* [About this task] When the word "Ronsab" shows up in a line of the records below, copy that line.

---------- Material provided ----------

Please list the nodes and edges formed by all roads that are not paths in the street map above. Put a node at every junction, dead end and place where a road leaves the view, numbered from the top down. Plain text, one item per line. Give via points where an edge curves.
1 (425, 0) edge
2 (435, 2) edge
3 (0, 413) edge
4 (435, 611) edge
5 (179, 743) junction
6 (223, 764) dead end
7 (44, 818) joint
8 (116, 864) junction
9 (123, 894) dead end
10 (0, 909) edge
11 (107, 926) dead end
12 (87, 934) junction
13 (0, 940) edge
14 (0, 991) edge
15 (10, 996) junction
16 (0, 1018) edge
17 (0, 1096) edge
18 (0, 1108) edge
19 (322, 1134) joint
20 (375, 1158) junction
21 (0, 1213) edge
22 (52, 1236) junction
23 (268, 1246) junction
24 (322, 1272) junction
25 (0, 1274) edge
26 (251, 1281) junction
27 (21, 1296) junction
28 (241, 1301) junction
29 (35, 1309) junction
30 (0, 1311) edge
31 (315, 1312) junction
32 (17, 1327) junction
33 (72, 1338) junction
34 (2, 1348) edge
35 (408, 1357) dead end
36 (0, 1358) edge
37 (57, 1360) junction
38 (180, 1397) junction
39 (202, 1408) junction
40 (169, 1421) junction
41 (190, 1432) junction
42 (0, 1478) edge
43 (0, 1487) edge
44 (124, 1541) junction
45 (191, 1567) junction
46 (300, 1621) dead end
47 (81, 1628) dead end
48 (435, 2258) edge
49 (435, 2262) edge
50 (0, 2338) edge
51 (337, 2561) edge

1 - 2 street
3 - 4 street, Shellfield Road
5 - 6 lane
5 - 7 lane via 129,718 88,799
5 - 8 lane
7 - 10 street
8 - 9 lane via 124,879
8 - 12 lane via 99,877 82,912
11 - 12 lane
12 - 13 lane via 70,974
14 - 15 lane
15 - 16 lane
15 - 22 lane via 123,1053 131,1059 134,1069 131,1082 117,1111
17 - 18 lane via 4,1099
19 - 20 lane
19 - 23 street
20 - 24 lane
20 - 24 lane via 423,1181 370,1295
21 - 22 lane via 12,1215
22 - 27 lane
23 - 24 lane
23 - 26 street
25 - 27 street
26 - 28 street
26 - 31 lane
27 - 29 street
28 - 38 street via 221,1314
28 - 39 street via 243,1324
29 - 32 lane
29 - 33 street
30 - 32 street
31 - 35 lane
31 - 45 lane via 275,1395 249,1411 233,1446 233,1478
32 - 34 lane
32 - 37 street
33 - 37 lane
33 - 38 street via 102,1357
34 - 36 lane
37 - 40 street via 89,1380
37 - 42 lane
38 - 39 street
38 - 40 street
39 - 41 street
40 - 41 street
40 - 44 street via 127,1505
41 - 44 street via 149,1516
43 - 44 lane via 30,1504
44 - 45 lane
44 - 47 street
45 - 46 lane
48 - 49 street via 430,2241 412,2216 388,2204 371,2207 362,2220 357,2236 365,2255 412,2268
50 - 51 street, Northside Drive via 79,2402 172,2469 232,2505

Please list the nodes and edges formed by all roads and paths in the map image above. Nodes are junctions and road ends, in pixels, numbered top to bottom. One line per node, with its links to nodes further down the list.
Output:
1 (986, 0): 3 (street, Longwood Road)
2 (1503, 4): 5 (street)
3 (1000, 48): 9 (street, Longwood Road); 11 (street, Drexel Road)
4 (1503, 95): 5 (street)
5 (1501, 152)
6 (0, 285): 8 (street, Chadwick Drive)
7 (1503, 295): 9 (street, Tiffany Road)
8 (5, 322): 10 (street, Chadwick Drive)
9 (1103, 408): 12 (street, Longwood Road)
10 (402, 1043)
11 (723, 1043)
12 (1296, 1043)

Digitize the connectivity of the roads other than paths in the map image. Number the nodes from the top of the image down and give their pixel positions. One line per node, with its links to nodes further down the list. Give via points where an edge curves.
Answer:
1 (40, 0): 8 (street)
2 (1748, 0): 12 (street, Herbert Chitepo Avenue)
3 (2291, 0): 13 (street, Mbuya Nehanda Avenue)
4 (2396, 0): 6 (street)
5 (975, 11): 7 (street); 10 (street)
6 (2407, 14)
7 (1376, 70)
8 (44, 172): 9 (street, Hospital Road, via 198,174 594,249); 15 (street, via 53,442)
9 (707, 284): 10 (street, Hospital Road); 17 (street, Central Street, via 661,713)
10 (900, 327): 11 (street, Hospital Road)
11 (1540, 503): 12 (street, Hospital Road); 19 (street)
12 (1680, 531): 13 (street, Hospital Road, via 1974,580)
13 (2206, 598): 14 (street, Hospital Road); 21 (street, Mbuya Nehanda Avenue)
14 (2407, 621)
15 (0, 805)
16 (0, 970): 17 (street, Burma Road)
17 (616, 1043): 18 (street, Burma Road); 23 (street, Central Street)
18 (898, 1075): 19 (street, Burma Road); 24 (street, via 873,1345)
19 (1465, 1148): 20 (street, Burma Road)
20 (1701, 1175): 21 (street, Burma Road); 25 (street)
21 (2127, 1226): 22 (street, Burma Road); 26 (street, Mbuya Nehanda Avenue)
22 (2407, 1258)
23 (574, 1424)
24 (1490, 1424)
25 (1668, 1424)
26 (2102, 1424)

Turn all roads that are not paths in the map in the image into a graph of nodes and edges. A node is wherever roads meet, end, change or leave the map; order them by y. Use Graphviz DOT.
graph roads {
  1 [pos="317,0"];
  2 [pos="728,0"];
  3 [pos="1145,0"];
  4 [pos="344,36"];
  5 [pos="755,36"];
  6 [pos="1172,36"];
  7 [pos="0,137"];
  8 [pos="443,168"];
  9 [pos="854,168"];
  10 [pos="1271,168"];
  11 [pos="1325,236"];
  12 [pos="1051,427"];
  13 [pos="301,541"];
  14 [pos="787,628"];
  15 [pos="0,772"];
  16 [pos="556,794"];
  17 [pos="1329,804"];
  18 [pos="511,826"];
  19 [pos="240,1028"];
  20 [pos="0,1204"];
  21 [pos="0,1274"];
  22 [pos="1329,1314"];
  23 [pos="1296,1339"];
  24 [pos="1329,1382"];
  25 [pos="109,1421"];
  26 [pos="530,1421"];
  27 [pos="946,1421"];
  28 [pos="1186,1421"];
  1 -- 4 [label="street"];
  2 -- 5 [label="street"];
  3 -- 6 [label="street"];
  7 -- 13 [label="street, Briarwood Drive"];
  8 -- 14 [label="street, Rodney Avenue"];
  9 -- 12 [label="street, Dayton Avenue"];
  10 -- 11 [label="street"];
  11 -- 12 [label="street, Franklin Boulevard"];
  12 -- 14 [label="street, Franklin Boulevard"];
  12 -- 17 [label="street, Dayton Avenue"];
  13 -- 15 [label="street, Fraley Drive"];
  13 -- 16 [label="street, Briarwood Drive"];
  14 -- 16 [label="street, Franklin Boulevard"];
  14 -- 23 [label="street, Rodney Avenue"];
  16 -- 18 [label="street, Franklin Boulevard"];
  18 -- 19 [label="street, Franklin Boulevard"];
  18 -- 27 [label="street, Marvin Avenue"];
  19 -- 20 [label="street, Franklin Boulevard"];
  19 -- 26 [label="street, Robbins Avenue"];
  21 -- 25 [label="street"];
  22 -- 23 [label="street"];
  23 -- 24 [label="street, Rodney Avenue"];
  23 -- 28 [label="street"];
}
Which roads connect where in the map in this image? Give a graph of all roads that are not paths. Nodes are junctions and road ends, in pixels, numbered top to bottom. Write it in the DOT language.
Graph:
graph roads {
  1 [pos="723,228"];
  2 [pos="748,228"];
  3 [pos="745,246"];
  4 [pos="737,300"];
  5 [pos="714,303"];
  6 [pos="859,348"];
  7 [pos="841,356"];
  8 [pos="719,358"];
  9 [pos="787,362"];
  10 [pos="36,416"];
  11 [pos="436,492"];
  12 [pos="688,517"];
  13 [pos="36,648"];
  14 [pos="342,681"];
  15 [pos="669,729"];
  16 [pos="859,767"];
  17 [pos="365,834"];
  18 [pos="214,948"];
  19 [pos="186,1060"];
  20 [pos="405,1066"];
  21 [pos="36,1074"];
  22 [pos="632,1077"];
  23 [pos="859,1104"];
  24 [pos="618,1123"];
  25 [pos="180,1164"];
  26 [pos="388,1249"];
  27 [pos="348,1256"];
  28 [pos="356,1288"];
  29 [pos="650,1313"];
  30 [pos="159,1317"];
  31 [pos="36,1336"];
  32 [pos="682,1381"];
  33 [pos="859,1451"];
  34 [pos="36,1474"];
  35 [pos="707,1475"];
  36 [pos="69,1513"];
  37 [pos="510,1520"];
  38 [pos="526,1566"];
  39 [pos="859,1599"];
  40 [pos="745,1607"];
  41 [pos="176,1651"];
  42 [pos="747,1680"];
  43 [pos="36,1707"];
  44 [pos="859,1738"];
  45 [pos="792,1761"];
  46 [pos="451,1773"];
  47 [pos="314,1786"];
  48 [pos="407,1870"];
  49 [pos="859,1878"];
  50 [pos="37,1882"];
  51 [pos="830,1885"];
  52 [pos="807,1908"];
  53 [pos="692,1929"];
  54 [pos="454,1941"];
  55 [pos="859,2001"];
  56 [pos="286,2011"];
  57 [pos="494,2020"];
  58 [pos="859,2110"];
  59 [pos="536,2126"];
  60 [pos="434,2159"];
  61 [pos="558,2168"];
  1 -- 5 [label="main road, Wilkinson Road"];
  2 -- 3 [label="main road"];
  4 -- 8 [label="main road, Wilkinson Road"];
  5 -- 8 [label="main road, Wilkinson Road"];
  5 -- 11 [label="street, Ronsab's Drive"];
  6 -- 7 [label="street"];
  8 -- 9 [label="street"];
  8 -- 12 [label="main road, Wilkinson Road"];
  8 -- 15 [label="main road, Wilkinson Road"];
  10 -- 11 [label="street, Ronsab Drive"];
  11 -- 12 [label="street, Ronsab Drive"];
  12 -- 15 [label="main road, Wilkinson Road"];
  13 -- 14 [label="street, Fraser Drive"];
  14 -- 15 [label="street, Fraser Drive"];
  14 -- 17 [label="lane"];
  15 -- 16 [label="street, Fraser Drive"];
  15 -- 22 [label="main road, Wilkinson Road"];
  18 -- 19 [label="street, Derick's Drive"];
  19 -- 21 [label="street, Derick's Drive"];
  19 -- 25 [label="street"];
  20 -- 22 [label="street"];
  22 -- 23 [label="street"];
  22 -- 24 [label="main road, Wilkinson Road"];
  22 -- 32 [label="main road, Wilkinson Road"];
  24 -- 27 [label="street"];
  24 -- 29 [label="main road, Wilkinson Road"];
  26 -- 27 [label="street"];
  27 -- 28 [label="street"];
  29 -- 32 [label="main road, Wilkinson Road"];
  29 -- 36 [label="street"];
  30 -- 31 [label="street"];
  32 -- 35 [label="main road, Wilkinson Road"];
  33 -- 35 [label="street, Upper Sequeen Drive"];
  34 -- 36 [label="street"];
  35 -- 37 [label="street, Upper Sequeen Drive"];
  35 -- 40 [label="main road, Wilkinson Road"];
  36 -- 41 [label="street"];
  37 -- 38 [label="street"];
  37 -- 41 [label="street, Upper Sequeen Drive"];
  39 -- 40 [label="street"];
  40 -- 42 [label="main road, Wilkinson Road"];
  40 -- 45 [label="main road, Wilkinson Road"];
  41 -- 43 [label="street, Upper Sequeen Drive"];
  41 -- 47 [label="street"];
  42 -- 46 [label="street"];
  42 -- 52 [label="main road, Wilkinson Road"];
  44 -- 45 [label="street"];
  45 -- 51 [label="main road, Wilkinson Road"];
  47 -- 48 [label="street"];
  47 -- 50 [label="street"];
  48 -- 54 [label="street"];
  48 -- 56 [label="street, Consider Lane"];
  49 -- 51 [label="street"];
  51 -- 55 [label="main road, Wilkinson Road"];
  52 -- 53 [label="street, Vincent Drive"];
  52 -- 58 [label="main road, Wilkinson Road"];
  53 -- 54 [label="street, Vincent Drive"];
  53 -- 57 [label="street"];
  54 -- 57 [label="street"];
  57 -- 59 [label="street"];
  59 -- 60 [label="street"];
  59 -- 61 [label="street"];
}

----------

* [Output for this task]
  5 -- 11 [label="street, Ronsab's Drive"];
  10 -- 11 [label="street, Ronsab Drive"];
  11 -- 12 [label="street, Ronsab Drive"];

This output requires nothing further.